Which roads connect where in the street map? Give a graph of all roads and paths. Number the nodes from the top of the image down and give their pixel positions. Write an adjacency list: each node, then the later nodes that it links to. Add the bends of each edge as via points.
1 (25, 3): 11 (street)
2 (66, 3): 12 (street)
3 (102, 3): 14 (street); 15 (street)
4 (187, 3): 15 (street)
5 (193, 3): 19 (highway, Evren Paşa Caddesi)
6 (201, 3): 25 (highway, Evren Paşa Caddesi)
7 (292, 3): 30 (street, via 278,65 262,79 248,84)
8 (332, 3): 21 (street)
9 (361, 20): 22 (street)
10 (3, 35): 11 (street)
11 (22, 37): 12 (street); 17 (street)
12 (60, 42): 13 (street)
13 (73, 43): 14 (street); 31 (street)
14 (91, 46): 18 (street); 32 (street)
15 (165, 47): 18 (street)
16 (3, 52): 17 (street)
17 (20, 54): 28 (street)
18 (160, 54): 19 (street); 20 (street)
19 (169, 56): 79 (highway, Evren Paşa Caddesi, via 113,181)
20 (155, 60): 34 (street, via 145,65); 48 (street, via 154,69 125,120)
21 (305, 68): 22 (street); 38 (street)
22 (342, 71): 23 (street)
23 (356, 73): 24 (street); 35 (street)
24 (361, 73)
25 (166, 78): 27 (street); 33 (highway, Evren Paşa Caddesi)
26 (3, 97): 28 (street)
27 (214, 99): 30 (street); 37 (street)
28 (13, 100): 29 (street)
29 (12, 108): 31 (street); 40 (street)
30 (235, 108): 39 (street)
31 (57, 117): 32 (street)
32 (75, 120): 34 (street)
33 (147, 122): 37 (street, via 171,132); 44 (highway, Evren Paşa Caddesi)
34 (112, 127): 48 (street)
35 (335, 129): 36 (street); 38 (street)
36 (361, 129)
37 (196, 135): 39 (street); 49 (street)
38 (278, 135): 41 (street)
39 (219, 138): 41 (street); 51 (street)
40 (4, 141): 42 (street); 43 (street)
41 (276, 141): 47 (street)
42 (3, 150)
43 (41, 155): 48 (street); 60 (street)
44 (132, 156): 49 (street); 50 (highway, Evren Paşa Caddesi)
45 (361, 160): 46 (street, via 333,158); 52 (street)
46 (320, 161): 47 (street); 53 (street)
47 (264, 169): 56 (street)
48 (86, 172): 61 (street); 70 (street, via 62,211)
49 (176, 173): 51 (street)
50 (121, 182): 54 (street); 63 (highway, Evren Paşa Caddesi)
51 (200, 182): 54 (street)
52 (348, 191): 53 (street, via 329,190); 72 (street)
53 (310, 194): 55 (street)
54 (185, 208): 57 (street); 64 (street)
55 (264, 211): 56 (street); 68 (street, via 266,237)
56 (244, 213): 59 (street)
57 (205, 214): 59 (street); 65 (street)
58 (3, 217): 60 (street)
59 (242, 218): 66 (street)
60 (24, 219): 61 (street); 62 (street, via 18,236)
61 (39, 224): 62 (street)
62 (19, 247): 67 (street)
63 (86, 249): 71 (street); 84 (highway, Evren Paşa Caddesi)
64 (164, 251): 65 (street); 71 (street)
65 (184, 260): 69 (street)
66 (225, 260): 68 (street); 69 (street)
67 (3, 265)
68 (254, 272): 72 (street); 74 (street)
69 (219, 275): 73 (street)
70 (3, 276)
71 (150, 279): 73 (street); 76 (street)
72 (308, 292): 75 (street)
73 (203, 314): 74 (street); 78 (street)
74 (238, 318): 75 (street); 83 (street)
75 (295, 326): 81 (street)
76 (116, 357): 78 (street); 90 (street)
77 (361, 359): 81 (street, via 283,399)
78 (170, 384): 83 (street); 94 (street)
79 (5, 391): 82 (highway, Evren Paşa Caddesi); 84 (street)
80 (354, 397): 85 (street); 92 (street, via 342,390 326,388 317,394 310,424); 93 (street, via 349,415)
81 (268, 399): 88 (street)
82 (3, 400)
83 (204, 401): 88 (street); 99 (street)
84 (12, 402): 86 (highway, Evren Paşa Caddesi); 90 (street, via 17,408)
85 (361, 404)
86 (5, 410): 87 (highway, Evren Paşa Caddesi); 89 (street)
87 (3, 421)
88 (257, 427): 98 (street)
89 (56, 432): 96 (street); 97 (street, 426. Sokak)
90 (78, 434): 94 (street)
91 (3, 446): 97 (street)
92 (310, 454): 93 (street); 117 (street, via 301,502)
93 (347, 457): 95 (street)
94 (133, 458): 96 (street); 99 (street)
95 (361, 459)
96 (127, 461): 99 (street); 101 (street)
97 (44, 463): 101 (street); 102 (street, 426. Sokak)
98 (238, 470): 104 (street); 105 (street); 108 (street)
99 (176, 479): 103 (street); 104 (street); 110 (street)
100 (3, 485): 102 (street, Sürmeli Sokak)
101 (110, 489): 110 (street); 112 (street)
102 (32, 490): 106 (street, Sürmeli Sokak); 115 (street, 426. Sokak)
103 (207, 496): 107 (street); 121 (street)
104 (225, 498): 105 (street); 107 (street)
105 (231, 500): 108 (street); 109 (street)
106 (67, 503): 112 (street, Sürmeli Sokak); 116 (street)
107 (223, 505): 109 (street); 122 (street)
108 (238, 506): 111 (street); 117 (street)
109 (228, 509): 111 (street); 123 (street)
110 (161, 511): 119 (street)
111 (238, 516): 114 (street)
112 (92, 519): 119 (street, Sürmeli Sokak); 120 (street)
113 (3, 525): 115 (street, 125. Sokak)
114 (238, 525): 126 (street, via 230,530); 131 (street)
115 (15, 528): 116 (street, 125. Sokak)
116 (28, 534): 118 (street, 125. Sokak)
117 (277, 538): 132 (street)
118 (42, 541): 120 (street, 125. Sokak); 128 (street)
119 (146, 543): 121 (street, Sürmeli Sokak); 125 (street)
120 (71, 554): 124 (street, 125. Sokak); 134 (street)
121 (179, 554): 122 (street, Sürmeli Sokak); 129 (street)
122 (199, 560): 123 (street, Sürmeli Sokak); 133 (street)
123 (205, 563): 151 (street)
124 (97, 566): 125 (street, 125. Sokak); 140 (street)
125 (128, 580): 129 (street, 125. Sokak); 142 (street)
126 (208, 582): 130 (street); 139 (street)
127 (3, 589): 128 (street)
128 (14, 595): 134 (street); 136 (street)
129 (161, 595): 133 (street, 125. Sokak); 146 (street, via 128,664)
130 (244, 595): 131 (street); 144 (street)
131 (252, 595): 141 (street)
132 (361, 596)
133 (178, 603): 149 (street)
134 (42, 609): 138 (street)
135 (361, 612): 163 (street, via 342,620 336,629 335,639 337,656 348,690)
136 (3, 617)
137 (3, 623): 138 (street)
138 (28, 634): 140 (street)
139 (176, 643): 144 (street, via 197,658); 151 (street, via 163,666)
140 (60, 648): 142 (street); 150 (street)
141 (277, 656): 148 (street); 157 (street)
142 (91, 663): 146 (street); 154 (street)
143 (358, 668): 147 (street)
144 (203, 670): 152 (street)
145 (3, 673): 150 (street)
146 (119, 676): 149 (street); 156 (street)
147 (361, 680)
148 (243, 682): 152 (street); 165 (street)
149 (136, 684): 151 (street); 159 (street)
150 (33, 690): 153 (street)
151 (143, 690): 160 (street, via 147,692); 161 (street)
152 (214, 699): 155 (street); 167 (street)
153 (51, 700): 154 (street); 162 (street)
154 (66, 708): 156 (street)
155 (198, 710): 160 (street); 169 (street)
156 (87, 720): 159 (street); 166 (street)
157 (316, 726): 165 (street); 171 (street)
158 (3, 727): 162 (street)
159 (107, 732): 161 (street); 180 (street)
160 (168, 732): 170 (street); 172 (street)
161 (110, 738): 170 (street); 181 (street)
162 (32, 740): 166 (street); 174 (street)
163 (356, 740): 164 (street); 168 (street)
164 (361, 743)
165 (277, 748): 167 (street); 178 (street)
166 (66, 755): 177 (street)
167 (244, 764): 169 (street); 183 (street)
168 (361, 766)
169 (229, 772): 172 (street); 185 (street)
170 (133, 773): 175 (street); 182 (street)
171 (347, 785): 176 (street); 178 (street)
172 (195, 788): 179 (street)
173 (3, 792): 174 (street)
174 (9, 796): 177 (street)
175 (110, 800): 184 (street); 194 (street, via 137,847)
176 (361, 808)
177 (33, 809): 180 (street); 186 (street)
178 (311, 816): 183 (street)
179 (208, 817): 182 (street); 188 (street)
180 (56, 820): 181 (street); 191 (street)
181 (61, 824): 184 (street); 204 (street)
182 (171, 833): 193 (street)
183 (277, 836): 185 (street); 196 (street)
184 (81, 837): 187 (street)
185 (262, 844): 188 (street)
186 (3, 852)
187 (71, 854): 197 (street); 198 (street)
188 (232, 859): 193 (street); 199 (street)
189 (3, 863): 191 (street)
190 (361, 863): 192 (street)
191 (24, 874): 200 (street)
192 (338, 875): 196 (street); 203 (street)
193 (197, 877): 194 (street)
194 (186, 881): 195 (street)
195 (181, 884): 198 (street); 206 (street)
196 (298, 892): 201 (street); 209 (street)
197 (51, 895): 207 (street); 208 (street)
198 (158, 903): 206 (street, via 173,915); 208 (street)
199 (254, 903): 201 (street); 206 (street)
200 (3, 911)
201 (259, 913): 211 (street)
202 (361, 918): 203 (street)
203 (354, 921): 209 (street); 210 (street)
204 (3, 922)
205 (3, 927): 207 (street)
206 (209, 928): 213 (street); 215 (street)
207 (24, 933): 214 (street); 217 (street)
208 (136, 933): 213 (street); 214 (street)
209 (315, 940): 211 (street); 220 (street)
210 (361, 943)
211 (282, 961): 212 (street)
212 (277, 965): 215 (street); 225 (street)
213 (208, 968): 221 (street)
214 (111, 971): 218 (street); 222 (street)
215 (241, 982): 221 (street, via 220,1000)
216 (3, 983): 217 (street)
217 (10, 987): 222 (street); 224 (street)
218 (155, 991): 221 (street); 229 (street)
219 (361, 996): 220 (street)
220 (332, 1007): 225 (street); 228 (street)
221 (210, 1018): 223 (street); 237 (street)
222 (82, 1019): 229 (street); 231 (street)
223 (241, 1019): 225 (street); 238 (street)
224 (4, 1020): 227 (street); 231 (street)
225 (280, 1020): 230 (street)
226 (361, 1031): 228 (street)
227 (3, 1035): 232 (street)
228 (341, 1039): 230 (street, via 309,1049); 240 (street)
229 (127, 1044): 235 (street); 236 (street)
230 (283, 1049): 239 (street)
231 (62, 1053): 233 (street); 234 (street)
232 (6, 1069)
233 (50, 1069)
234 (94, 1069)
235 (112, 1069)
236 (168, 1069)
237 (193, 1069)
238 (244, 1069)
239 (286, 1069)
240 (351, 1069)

*What you should do:* Only lines with the word "Evren" are wanted. Find and copy them from the records above.

*Exercise response:*
5 (193, 3): 19 (highway, Evren Paşa Caddesi)
6 (201, 3): 25 (highway, Evren Paşa Caddesi)
19 (169, 56): 79 (highway, Evren Paşa Caddesi, via 113,181)
25 (166, 78): 27 (street); 33 (highway, Evren Paşa Caddesi)
33 (147, 122): 37 (street, via 171,132); 44 (highway, Evren Paşa Caddesi)
44 (132, 156): 49 (street); 50 (highway, Evren Paşa Caddesi)
50 (121, 182): 54 (street); 63 (highway, Evren Paşa Caddesi)
63 (86, 249): 71 (street); 84 (highway, Evren Paşa Caddesi)
79 (5, 391): 82 (highway, Evren Paşa Caddesi); 84 (street)
84 (12, 402): 86 (highway, Evren Paşa Caddesi); 90 (street, via 17,408)
86 (5, 410): 87 (highway, Evren Paşa Caddesi); 89 (street)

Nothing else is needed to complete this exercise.